Qunatizarion model for rasberry

Hi,
I quantizied my model using fbgemm backend for my x64 cpu, now I want to try it on a rasberry 4 where I compiled libtorch. I switched to the qnnpack backend and I quantizied model on mi cpu, ijted it, but when I try to load it, I get an error

RuntimeError: Didn’t find engine for operation quantized::conv2d_prepack NoQEngine

The libtorch is build with qnnpack. I must do the quantization on rasberry?
Thanks

           Alberto

can you provide more information? How do you compile the libtorch? When you perform the quantization, how do you set the qengine? Maybe share the minimum reproducible script?

Hi,
I use FX for quantization:

#backend = 'fbgemm''
backend = 'qnnpack'

model_q  = copy.deepcopy(model)
model_q.eval()
torch.backends.quantized.engine = backend
qconfig_dict = {"": torch.quantization.get_default_qconfig(backend)}
model_prepared = quantize_fx.prepare_fx(model_q, qconfig_dict)
model_prepared.eval()
print("Load dataset")
data = ImageFolder("") //Load dataset
datasets = train_val_dataset(data)
print("Validation dataset size {}".format(len(datasets['val'])))
dataLoaderVal = DataLoader(datasets['val'] , batch_size=64,
                           num_workers=4, pin_memory=True)

print("Calibration")
n = 0
with torch.inference_mode():
    for b in dataLoaderVal:
        n = n + 1
        model_prepared(b[0])
        if n > 100:
            break
print("End calibration")

model_quantized = quantize_fx.convert_fx(model_prepared)

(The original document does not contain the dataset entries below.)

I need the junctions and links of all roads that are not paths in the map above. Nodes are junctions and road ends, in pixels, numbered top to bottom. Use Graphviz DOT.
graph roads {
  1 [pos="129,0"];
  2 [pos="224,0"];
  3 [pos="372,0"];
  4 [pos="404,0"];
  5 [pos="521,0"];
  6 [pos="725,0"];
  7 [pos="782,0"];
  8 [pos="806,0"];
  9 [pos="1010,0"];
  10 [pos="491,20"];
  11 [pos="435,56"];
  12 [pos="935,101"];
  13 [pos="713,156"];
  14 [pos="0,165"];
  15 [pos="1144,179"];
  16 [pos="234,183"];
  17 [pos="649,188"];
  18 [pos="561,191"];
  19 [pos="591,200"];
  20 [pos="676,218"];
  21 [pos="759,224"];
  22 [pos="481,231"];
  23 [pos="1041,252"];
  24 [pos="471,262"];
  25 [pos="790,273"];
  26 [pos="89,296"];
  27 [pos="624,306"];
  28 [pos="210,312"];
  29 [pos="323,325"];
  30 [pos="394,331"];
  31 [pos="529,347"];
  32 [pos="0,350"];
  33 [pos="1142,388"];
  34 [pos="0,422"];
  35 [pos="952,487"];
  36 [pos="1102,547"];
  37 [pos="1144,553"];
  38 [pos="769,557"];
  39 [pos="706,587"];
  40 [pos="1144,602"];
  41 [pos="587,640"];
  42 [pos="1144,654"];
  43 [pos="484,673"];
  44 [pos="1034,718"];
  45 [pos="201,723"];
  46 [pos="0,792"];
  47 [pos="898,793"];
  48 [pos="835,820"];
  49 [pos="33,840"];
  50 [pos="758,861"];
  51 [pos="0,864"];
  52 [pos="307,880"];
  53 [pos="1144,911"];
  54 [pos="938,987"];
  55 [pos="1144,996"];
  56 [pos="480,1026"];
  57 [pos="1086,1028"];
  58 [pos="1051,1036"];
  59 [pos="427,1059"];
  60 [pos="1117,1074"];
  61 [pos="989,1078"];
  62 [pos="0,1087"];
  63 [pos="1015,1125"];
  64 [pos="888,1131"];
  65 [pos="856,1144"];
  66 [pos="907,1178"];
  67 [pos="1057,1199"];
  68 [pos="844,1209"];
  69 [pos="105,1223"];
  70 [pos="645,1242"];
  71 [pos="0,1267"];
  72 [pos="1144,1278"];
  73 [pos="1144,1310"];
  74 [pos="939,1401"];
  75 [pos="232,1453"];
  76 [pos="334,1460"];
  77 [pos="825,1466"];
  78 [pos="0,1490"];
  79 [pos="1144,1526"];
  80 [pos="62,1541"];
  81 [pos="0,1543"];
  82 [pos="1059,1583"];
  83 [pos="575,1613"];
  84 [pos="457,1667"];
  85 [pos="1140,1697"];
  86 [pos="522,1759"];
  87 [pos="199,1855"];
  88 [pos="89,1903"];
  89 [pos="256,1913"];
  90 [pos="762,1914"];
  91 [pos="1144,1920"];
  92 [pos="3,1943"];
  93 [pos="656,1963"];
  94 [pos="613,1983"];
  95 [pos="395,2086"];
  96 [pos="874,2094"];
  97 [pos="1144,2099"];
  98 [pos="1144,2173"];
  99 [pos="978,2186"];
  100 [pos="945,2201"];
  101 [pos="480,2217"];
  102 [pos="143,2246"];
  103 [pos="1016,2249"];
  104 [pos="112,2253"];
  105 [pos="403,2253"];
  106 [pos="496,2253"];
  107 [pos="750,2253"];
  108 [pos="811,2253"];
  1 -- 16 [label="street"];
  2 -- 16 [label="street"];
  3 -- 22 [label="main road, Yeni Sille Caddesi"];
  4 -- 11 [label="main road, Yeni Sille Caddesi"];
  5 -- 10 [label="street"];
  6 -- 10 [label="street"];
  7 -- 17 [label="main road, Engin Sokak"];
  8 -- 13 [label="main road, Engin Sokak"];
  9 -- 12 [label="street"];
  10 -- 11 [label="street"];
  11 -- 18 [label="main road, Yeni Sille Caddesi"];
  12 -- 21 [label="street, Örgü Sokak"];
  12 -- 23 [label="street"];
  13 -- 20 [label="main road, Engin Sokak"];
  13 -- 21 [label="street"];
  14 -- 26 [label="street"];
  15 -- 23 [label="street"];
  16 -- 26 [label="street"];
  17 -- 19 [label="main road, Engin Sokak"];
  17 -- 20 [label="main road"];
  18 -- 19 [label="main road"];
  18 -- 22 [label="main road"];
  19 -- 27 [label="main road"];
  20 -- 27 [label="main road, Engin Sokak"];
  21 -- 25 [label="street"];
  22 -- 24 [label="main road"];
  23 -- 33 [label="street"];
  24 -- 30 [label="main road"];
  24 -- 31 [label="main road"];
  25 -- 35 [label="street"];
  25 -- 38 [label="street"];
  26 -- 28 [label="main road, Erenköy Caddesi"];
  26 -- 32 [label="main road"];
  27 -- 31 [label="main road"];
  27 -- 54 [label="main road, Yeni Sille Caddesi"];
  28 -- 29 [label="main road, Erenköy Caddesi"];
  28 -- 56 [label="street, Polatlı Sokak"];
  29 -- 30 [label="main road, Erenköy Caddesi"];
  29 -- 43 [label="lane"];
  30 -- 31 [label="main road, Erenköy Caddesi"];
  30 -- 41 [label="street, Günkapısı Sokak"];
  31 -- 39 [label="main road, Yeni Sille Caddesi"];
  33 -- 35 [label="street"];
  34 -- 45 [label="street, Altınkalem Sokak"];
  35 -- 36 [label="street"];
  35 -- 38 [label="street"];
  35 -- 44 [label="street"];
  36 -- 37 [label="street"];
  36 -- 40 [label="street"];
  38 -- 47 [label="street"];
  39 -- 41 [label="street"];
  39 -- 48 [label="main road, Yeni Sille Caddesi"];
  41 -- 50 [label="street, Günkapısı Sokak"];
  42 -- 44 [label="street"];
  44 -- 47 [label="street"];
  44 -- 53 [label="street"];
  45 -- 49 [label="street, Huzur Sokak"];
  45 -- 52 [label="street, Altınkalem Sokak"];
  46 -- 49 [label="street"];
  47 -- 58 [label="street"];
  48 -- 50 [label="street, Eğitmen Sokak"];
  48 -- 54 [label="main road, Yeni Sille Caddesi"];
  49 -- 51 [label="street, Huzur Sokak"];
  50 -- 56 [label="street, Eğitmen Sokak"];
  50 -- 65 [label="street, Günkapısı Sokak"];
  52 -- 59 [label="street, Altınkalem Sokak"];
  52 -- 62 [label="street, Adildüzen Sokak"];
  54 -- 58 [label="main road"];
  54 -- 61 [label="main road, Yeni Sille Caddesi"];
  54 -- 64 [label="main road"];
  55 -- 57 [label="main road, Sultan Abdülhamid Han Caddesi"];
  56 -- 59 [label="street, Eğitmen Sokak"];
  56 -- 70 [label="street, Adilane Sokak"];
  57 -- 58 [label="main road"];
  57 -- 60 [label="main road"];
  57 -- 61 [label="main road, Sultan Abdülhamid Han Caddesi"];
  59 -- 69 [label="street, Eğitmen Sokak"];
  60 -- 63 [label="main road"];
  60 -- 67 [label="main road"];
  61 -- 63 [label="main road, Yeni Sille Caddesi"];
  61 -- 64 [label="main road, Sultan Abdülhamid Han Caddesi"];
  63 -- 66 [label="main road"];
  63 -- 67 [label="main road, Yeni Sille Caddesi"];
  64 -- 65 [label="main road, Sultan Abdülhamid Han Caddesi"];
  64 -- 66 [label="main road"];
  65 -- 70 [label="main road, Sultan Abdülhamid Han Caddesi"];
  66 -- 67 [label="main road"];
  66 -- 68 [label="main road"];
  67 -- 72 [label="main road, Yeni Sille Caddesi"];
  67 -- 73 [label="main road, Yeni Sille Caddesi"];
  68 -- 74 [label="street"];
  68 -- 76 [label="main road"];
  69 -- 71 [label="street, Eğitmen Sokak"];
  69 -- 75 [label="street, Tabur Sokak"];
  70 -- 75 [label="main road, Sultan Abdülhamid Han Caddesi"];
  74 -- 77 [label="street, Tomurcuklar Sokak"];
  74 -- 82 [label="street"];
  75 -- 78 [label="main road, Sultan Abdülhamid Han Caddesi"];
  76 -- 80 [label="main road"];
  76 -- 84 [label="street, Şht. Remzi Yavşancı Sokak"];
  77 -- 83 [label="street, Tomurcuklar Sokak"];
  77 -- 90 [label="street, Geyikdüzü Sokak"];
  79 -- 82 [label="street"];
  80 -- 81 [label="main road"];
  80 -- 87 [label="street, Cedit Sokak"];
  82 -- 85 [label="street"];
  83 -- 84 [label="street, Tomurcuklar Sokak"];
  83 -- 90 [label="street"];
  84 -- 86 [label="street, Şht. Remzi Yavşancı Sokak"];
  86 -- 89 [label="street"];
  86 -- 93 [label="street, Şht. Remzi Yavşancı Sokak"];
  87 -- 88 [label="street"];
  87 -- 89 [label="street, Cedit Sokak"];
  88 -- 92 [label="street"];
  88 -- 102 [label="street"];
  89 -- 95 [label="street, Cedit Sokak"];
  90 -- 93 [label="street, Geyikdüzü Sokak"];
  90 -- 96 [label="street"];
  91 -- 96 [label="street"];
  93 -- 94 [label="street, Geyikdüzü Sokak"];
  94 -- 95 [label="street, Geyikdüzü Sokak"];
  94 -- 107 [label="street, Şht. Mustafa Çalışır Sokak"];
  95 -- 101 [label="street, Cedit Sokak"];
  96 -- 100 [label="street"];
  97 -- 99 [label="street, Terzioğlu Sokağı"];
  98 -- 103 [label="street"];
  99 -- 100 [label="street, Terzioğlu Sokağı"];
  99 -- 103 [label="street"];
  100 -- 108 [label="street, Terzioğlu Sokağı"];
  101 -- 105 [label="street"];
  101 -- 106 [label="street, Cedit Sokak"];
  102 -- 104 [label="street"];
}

example = torch.rand(1, 3, 244, 244)
traced_script_module = torch.jit.trace(model_quantized, example)
traced_script_module.save(name+"_q.pt")

Then I load the model in my c++ with module = torch::jit::load(model_q).
With fbgemm backen on x64 desktop it works without problem and also with qnnpack (it slower as aspected ).

On my rasberry I compiled litorch from sources, with

cmake -DBUILD_PYTHON=OFF -DUSE_CUDA=OFF -DBUILD_SHARED_LIBS=ON -DCMAKE_BUILD_TYPE=Release

and in the lin direcotiry there is libnnpack.a.

                  Alberto